Processors, such as graphics processing units (GPUs), have been developed to assist in the expedient display of computer generated images and video. Typically, a two-dimensional (2D) and/or three-dimensional (3D) engine associated with a processor may render images and video as data (i.e., pixel data) that are stored in frame buffers of system memory, typically in an RGB (red/green/blue) format. A display controller in the processor may be used to retrieve the image/video frame data and process the data in a selected manner to provide a desired type of video signal output. Where applicable, the display controller may also retrieve and process related audio and cursor control data in connection with the image/video frame data.
A pixel is generally thought of as the smallest single component of a digital image. The more pixels used to represent an image, the closer the result can resemble the original. The number of pixels in an image is sometimes referred to as the resolution. Pixel counts may be expressed as a single number, as in a “three-megapixel” digital camera that nominally has three million pixels. Pixel counts may also be expressed as a pair of numbers, such as in a 640×480 display, which has 640 pixels from side-to-side and 480 pixels from top-to-bottom, and therefore has a total number of 640×480=307,200 pixels or approximately 0.3 megapixels.
YUV is a standard color encoding system used for analog television (TV) worldwide. The YUV color space (color model) differs from RGB formats that typical cameras capture. The “Y” in YUV stands for “luma,” which is brightness, or lightness; the “U” and “V” stand for “chrominance” or color. Black and white TVs decode only the Y part of a YUV signal.

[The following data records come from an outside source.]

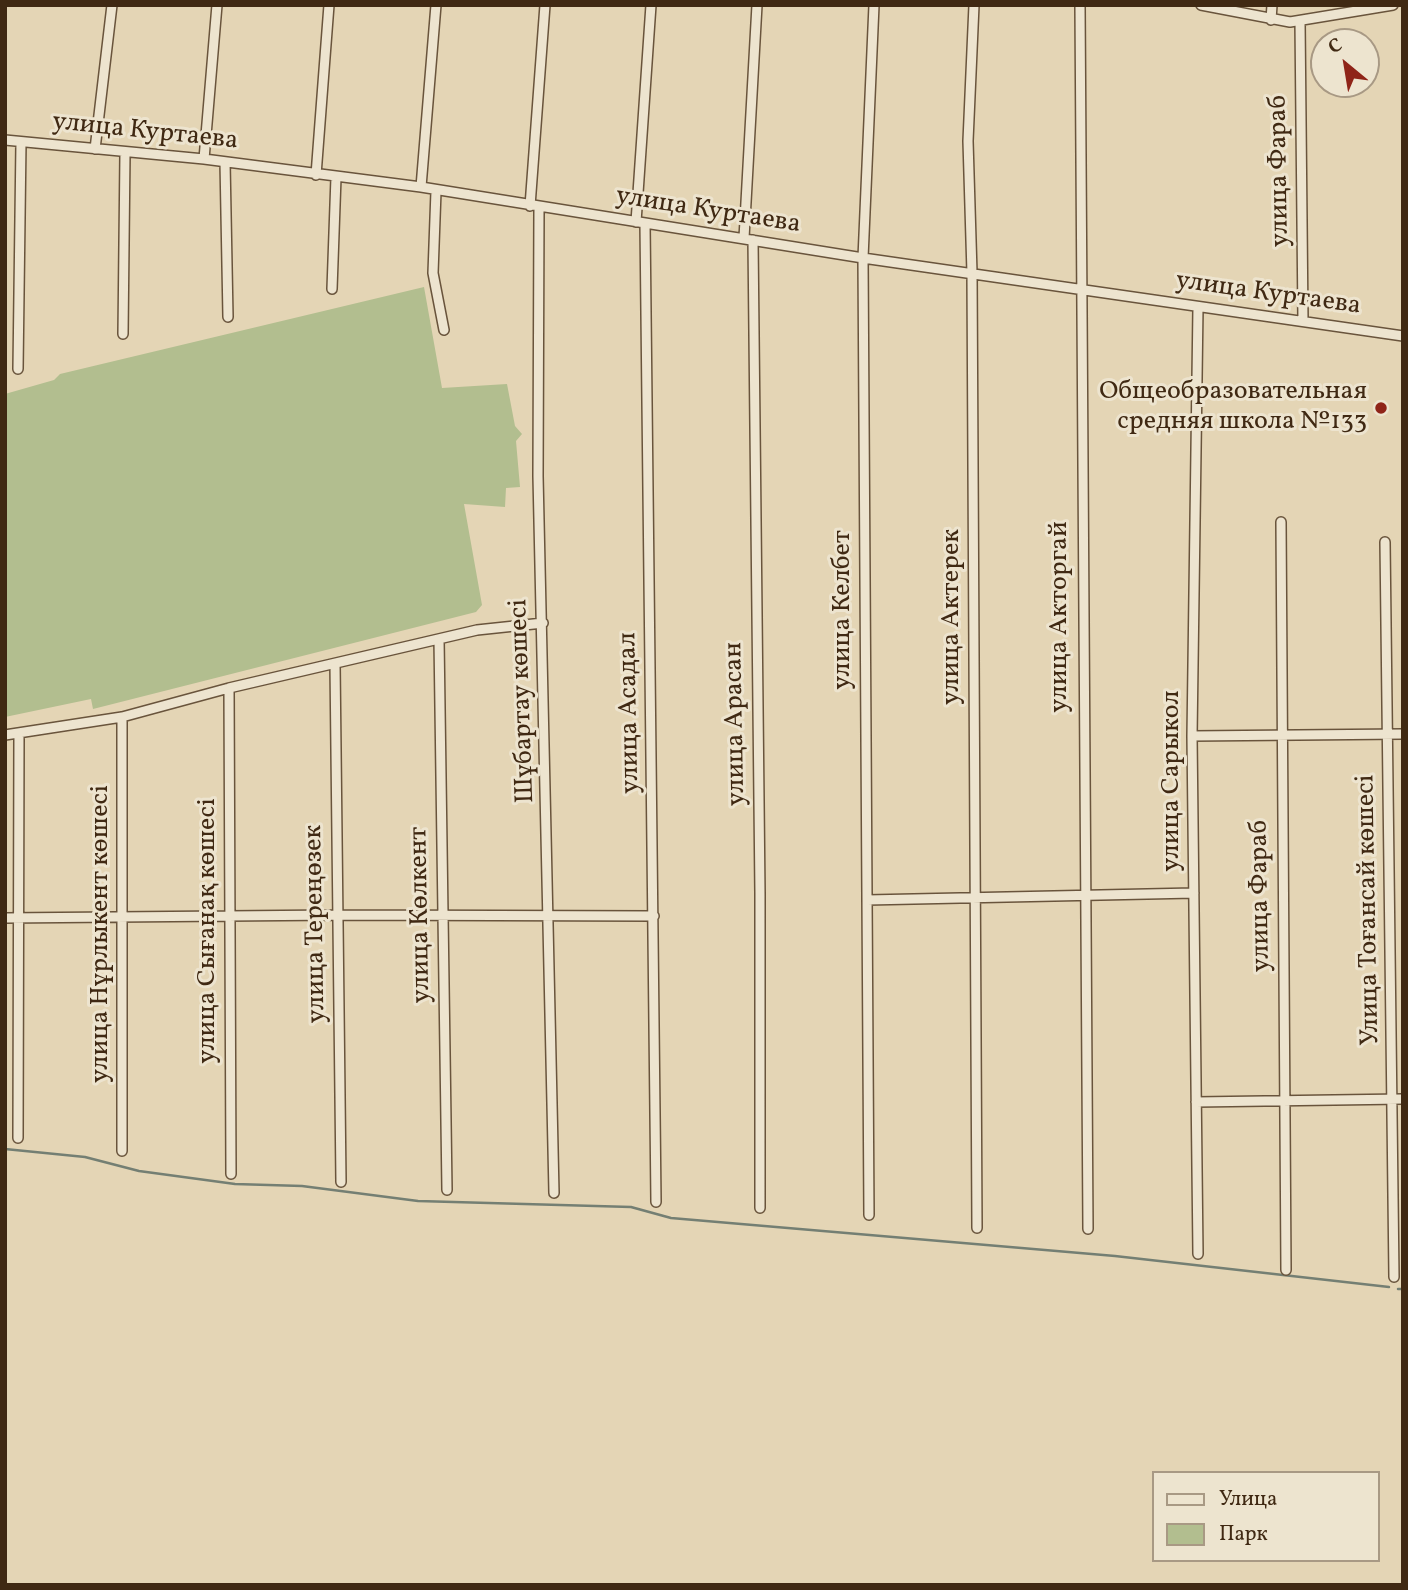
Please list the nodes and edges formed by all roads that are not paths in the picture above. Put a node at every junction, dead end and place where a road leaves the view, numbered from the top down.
1 (112, 5) edge
2 (217, 5) edge
3 (330, 5) edge
4 (436, 5) edge
5 (545, 5) edge
6 (651, 5) edge
7 (757, 5) edge
8 (874, 5) edge
9 (974, 5) edge
10 (1080, 5) edge
11 (1201, 5) edge
12 (1272, 5) edge
13 (1393, 5) edge
14 (1270, 20) junction
15 (1300, 21) junction
16 (5, 140) edge
17 (22, 142) junction
18 (95, 149) junction
19 (125, 153) junction
20 (204, 159) junction
21 (225, 162) junction
22 (316, 175) junction
23 (336, 177) junction
24 (421, 187) junction
25 (436, 191) junction
26 (535, 207) junction
27 (641, 223) junction
28 (748, 239) junction
29 (863, 258) junction
30 (972, 273) junction
31 (332, 289) dead end
32 (1080, 290) junction
33 (1198, 307) junction
34 (229, 317) dead end
35 (1303, 321) junction
36 (444, 330) dead end
37 (123, 334) dead end
38 (1403, 336) edge
39 (18, 369) dead end
40 (1281, 522) dead end
41 (1385, 542) dead end
42 (543, 623) junction
43 (439, 639) junction
44 (335, 664) junction
45 (229, 688) junction
46 (122, 717) junction
47 (19, 733) junction
48 (1390, 734) junction
49 (1403, 734) edge
50 (5, 735) edge
51 (1192, 736) junction
52 (1281, 736) junction
53 (1194, 893) junction
54 (1084, 894) junction
55 (976, 898) junction
56 (867, 900) junction
57 (338, 915) junction
58 (443, 915) junction
59 (550, 915) junction
60 (125, 916) junction
61 (230, 916) junction
62 (654, 916) junction
63 (5, 918) edge
64 (17, 918) junction
65 (1398, 1099) edge
66 (1285, 1101) junction
67 (1196, 1102) junction
68 (18, 1138) dead end
69 (122, 1151) dead end
70 (231, 1174) dead end
71 (341, 1182) dead end
72 (447, 1190) dead end
73 (554, 1193) dead end
74 (656, 1202) dead end
75 (760, 1208) dead end
76 (869, 1215) dead end
77 (977, 1228) dead end
78 (1088, 1229) dead end
79 (1198, 1254) dead end
80 (1286, 1270) dead end
81 (1394, 1277) dead end

1 - 18 street
2 - 20 street
3 - 22 street
4 - 24 street
5 - 26 street, Шұбартау көшесі
6 - 27 street, улица Асадал
7 - 28 street, улица Арасан
8 - 29 street, улица Келбет
9 - 30 street, улица Актерек
10 - 32 street, улица Акторгай
11 - 14 street
12 - 14 street
13 - 15 street
14 - 15 street
15 - 35 street, улица Фараб
16 - 17 street, улица Куртаева
17 - 18 street, улица Куртаева
17 - 39 street
18 - 19 street, улица Куртаева
19 - 20 street, улица Куртаева
19 - 37 street
20 - 21 street, улица Куртаева
21 - 22 street, улица Куртаева
21 - 34 street
22 - 23 street, улица Куртаева
23 - 24 street, улица Куртаева
23 - 31 street
24 - 25 street, улица Куртаева
25 - 26 street, улица Куртаева
25 - 36 street
26 - 27 street, улица Куртаева
26 - 42 street, Шұбартау көшесі
27 - 28 street, улица Куртаева
27 - 62 street, улица Асадал
28 - 29 street, улица Куртаева
28 - 75 street, улица Арасан
29 - 30 street, улица Куртаева
29 - 56 street, улица Келбет
30 - 32 street, улица Куртаева
30 - 55 street, улица Актерек
32 - 33 street, улица Куртаева
32 - 54 street, улица Акторгай
33 - 35 street, улица Куртаева
33 - 51 street, улица Сарыкол
35 - 38 street, улица Куртаева
40 - 52 street, улица Фараб
41 - 48 street, Улица Тоғансай көшесі
42 - 43 street
42 - 59 street, Шұбартау көшесі
43 - 44 street
43 - 58 street, улица Көлкент
44 - 45 street
44 - 57 street, улица Тереңөзек
45 - 46 street
45 - 61 street, улица Сығанақ көшесі
46 - 47 street
46 - 60 street, улица Нұрлыкент көшесі
47 - 50 street
47 - 64 street
48 - 49 street
48 - 52 street
48 - 65 street, Улица Тоғансай көшесі
51 - 52 street
51 - 53 street, улица Сарыкол
52 - 66 street, улица Фараб
53 - 54 street
53 - 67 street, улица Сарыкол
54 - 55 street
54 - 78 street, улица Акторгай
55 - 56 street
55 - 77 street, улица Актерек
56 - 76 street, улица Келбет
57 - 58 street
57 - 61 street
57 - 71 street, улица Тереңөзек
58 - 59 street
58 - 72 street, улица Көлкент
59 - 62 street
59 - 73 street, Шұбартау көшесі
60 - 61 street
60 - 64 street
60 - 69 street, улица Нұрлыкент көшесі
61 - 70 street, улица Сығанақ көшесі
62 - 74 street, улица Асадал
63 - 64 street
64 - 68 street
65 - 66 street
65 - 81 street, Улица Тоғансай көшесі
66 - 67 street
66 - 80 street, улица Фараб
67 - 79 street, улица Сарыкол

Chrominance, (i.e., chroma), is the signal used in video systems to convey the color information of the picture, separately from the accompanying luma (Y) signal. Chroma is usually represented as two color-difference components: U=B′−Y′ (blue−luma) and V=R′−Y′ (red−luma). Each of these difference components may have scale factors and offsets applied to it, as specified by the applicable video standard. The “U” and “V” provide color information and are “color difference” signals of blue minus luma (B−Y) and red minus luma (R−Y). Through a process called “color space conversion,” a video camera may be configured to convert RGB data captured by its sensors into either composite analog signals (YUV) or component versions (analog YPbPr or digital YCbCr). For rendering on screen, these color spaces are typically converted back to RGB by the TV or other display.

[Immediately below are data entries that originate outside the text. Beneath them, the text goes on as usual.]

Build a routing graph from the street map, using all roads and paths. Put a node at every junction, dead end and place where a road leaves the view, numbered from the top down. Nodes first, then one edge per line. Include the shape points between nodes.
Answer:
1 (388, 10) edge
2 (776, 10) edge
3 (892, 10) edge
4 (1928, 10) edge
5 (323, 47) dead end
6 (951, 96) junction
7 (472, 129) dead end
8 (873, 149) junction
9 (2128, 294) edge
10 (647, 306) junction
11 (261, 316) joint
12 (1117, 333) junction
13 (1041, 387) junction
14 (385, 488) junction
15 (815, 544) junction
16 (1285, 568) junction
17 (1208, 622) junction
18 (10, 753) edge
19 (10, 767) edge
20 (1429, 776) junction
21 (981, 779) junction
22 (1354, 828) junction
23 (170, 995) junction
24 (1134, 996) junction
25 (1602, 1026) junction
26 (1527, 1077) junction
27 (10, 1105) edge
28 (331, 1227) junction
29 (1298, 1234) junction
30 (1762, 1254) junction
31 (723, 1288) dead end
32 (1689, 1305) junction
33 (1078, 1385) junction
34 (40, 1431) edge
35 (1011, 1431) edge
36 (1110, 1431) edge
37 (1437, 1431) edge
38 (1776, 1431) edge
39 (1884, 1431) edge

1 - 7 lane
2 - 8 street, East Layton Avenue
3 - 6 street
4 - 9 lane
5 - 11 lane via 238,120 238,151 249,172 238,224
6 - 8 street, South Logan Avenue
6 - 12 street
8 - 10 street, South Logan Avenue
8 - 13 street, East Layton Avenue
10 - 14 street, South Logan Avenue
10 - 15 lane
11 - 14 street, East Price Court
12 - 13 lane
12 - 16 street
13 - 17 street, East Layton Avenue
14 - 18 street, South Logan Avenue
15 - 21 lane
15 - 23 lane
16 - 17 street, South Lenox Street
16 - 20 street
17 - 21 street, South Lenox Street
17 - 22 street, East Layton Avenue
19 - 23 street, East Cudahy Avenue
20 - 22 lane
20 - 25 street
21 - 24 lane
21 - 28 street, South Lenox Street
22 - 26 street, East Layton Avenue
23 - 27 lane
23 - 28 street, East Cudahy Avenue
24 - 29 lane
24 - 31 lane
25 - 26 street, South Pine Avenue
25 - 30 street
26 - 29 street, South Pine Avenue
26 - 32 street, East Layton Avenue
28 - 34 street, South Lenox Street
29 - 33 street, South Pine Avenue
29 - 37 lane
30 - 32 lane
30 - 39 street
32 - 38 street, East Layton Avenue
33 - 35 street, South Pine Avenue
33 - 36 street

A macroblock (MB) is a unit of pixels typically used in image compression. The sizes of MBs are expressed as actual image sizes, typically in the notation W×H, denoting width and height. Color information is usually encoded at a lower resolution than the luminance information. For example, in 4:2:0 subsampled YUV, U and V components are each subsampled at a factor of 2 horizontally and vertically. When encoding such content, a luma MB may be proportionally larger than a chroma MB.

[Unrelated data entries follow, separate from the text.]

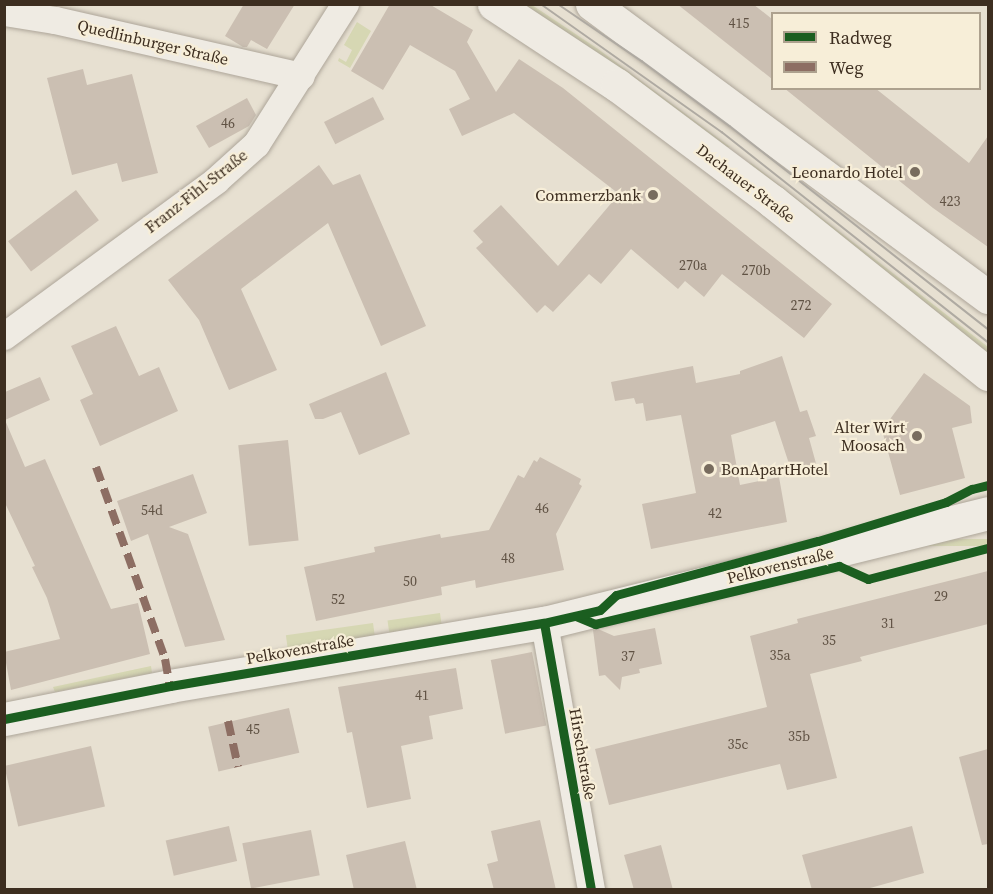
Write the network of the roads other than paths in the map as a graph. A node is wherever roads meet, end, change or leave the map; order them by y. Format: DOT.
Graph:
graph roads {
  1 [pos="345,4"];
  2 [pos="494,4"];
  3 [pos="592,4"];
  4 [pos="4,12"];
  5 [pos="301,76"];
  6 [pos="988,297"];
  7 [pos="4,336"];
  8 [pos="988,374"];
  9 [pos="988,513"];
  10 [pos="544,623"];
  11 [pos="4,719"];
  12 [pos="591,890"];
  1 -- 5 [label="street, Franz-Fihl-Straße"];
  2 -- 8 [label="main road, Dachauer Straße"];
  3 -- 6 [label="main road"];
  4 -- 5 [label="street, Quedlinburger Straße"];
  5 -- 7 [label="street, Franz-Fihl-Straße"];
  9 -- 10 [label="main road, Pelkovenstraße"];
  10 -- 11 [label="main road, Pelkovenstraße"];
  10 -- 12 [label="street, Hirschstraße"];
}
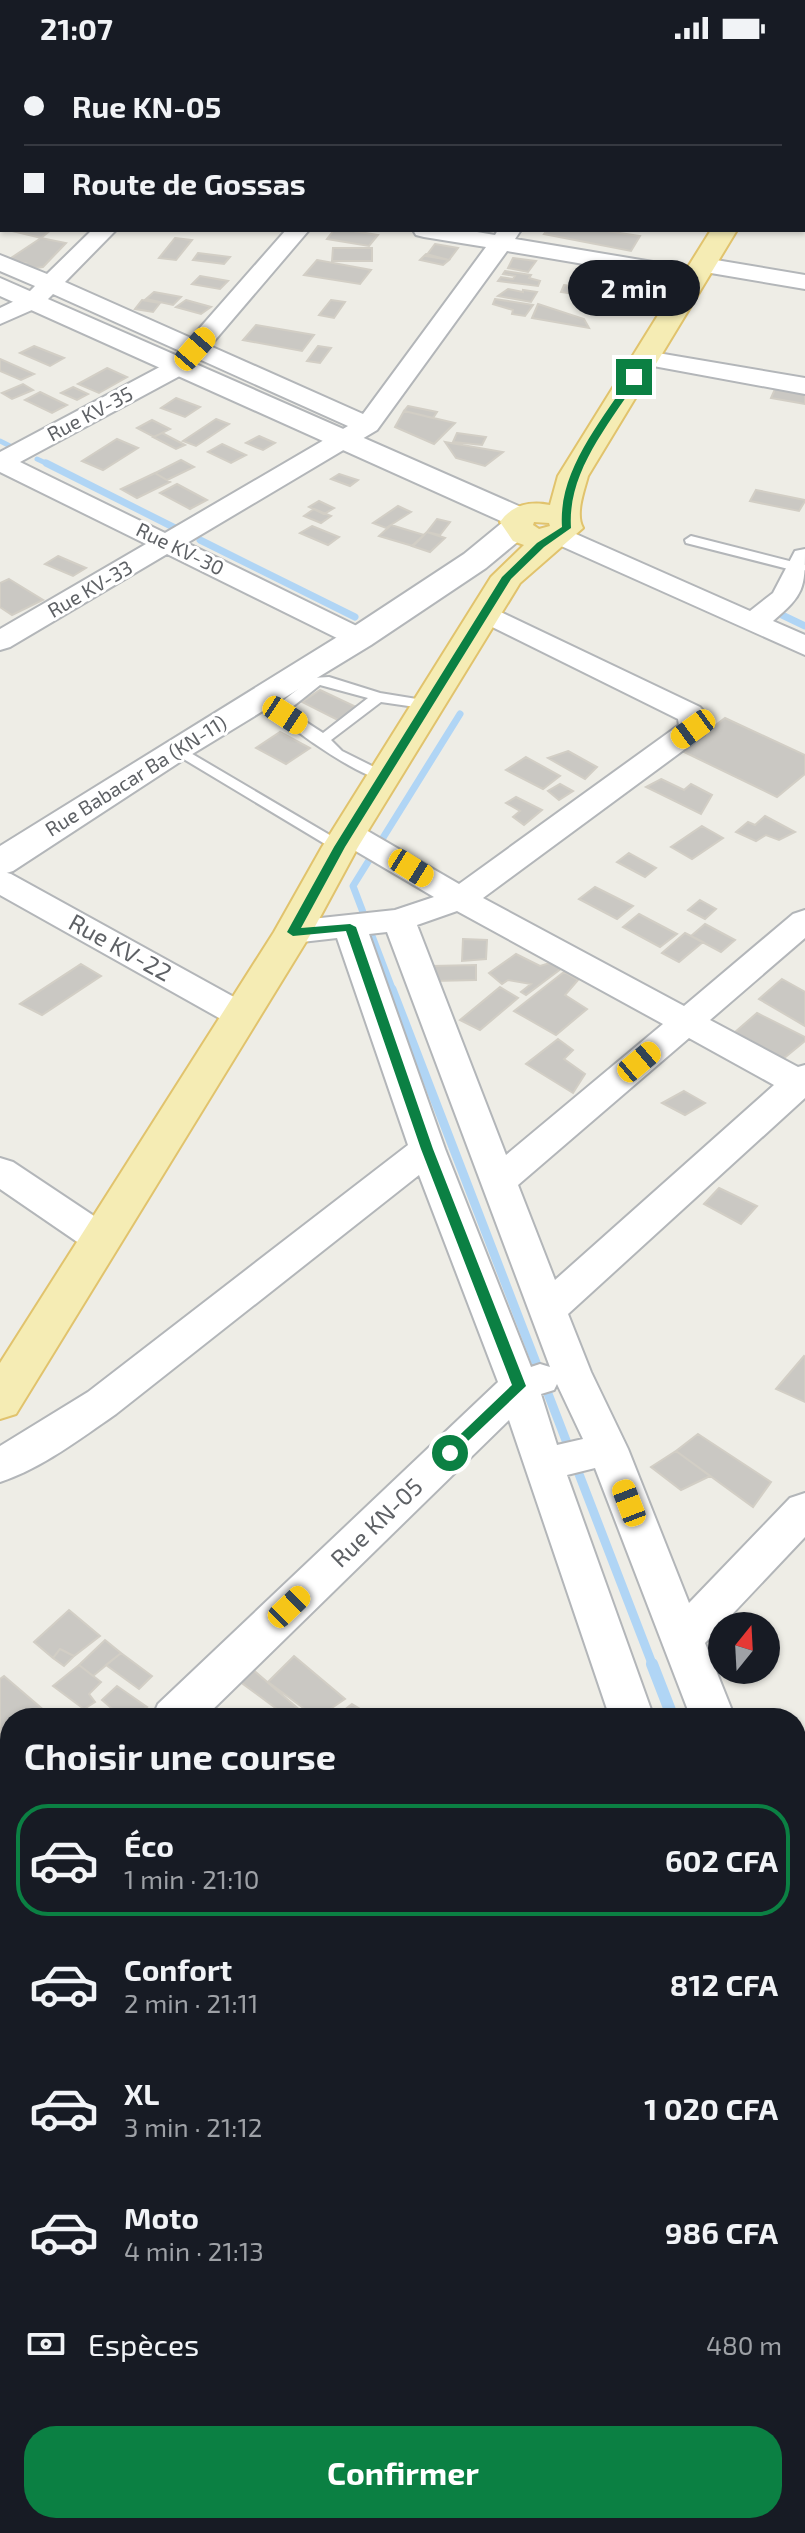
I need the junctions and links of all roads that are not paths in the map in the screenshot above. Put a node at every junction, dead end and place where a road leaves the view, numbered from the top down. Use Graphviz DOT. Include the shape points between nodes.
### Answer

Typically, a processor will have multiple types of standard display outputs. Current standard types of outputs include digital-to-analog converter (DAC) outputs used to drive many commercially available types of cathode ray tube (CRT) monitors/panels/projectors via an analog video graphics array (VGA) cable, digital visual interface (DVI) outputs used to provide very high visual quality on many commercially available digital display devices, such as flat panel displays, and high-definition multimedia interface (HDMI) outputs used as a compact audio/video interface for uncompressed digital data for many high-definition televisions and the like. A display controller that has multiple modes may support standard conventional functions of cursor compositing, image rescaling, color space conversion, gamma control and the like for wired display interfaces.
Additionally, processors may have multiple, (e.g., two, four or six), display controllers in order to concurrently drive multiple display outputs to concurrently display the same and/or different images or video on different display devices. Typically, the display controllers are associated with the processor's outputs in a multiplexed configuration such that any one of the display controllers can be directed to drive any of the processor's outputs.
Although many devices have built in displays or direct cable connections for display devices, there are expanding applications for sending display outputs from video or graphics sources to remote locations over wired or wireless networks. In lieu of transmitting standard uncompressed display data, network bandwidth constraints have led to data compression transmission requirements that are required to be applied to a display data stream for remote display.
A variety of devices have been developed to convert the various types of standard graphic outputs for sending display outputs from video or graphics sources to remote locations over wired or wireless networks. A wireless or wired display typically involves video data compression, which is usually MB-based, (e.g., 16×16 pixels), while the video data is raster-based, (e.g., 1 line at a time). An entire MB row, (e.g., 16 lines), may have to be buffered before the first MB compression may take place. As used herein, video data includes data of individual images.
Typically, double buffering of video data, (e.g., 32-lines), is implemented so that while the video compression engine is operating one 16-line MB row, the other 16-line MB row is buffered. Thus, for example, 32 total lines of memory may be used, separated into two partitions of sixteen (16) lines.
The implementation of double buffering is expensive and can quickly exhausts memory capacity. For example, 32 lines of 1920 pixels of video data, where each pixel is 3 bytes, require over 180 kilobytes of memory. By using a 16-line MB buffering scheme, a 50% reduction in video data memory usage would result.